■ ABOUT THIS TASK
Your answer must be an exact copy of the records, minus any pictures.

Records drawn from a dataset
▼
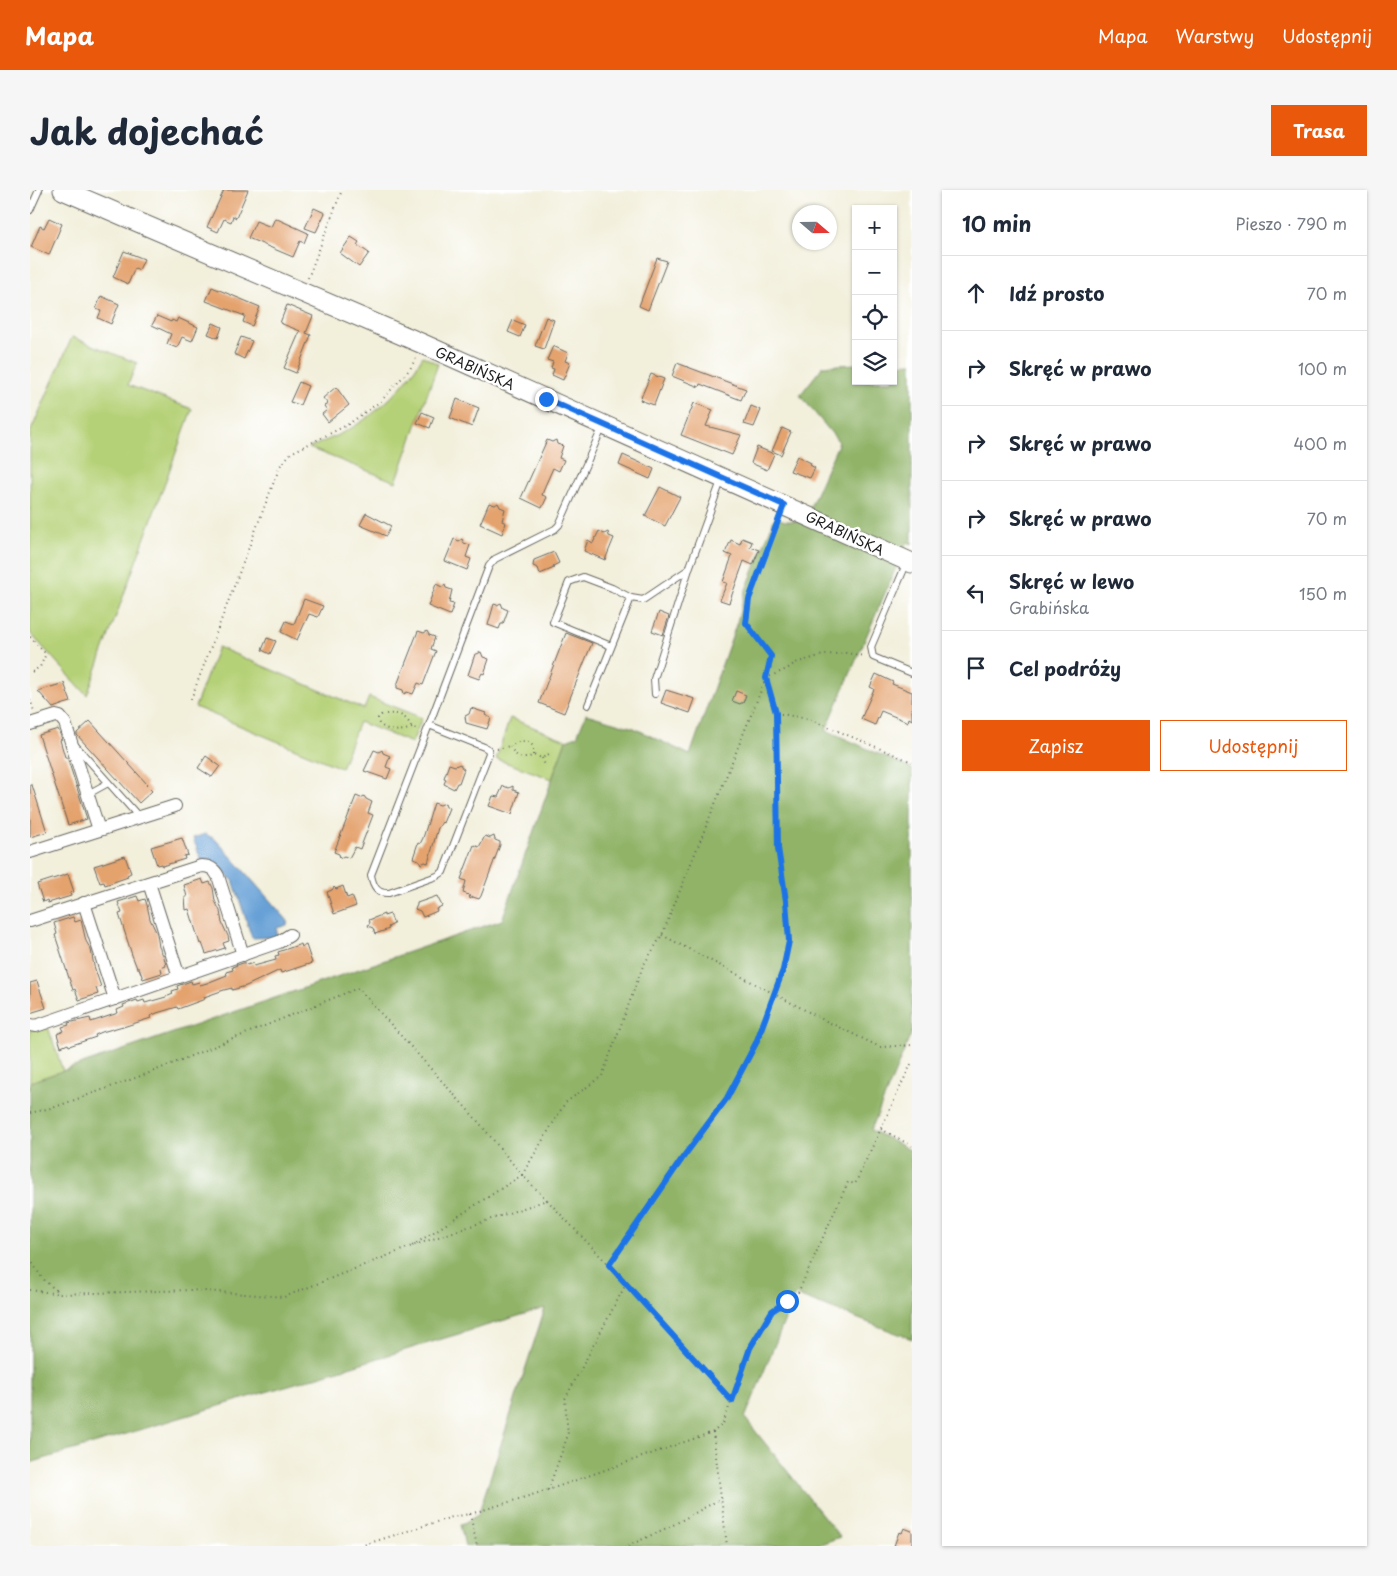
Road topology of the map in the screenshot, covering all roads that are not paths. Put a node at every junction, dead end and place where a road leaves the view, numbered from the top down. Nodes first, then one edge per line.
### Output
1 (39, 190) edge
2 (64, 190) edge
3 (30, 210) edge
4 (604, 425) junction
5 (722, 477) junction
6 (910, 562) edge
7 (689, 569) junction
8 (631, 598) junction
9 (611, 646) junction
10 (912, 673) edge
11 (654, 694) dead end
12 (588, 705) dead end
13 (30, 724) edge
14 (429, 725) junction
15 (70, 740) junction
16 (108, 783) junction
17 (88, 794) junction
18 (175, 806) dead end
19 (139, 817) junction
20 (99, 830) junction
21 (30, 852) edge
22 (149, 883) junction
23 (84, 903) junction
24 (30, 921) edge
25 (290, 935) dead end
26 (243, 955) junction
27 (179, 977) junction
28 (115, 999) junction
29 (30, 1026) edge

1 - 3 lane
2 - 4 street, GRABIŃSKA
4 - 5 street, GRABIŃSKA
4 - 14 lane
5 - 6 street, GRABIŃSKA
5 - 7 lane
6 - 10 lane
7 - 8 lane
7 - 11 lane
8 - 9 lane
8 - 9 lane
9 - 12 lane
13 - 15 street
14 - 14 lane
15 - 16 lane
15 - 17 street
16 - 17 lane
16 - 19 lane
17 - 20 street
18 - 19 street
19 - 20 street
20 - 21 street
22 - 23 street
22 - 26 street
22 - 27 street
23 - 24 street
23 - 28 street
25 - 26 street
26 - 27 street
27 - 28 street
28 - 29 street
▲
■ EXERCISE RESULT
Road topology of the map in the screenshot, covering all roads that are not paths. Put a node at every junction, dead end and place where a road leaves the view, numbered from the top down. Nodes first, then one edge per line.
### Output
1 (39, 190) edge
2 (64, 190) edge
3 (30, 210) edge
4 (604, 425) junction
5 (722, 477) junction
6 (910, 562) edge
7 (689, 569) junction
8 (631, 598) junction
9 (611, 646) junction
10 (912, 673) edge
11 (654, 694) dead end
12 (588, 705) dead end
13 (30, 724) edge
14 (429, 725) junction
15 (70, 740) junction
16 (108, 783) junction
17 (88, 794) junction
18 (175, 806) dead end
19 (139, 817) junction
20 (99, 830) junction
21 (30, 852) edge
22 (149, 883) junction
23 (84, 903) junction
24 (30, 921) edge
25 (290, 935) dead end
26 (243, 955) junction
27 (179, 977) junction
28 (115, 999) junction
29 (30, 1026) edge

1 - 3 lane
2 - 4 street, GRABIŃSKA
4 - 5 street, GRABIŃSKA
4 - 14 lane
5 - 6 street, GRABIŃSKA
5 - 7 lane
6 - 10 lane
7 - 8 lane
7 - 11 lane
8 - 9 lane
8 - 9 lane
9 - 12 lane
13 - 15 street
14 - 14 lane
15 - 16 lane
15 - 17 street
16 - 17 lane
16 - 19 lane
17 - 20 street
18 - 19 street
19 - 20 street
20 - 21 street
22 - 23 street
22 - 26 street
22 - 27 street
23 - 24 street
23 - 28 street
25 - 26 street
26 - 27 street
27 - 28 street
28 - 29 street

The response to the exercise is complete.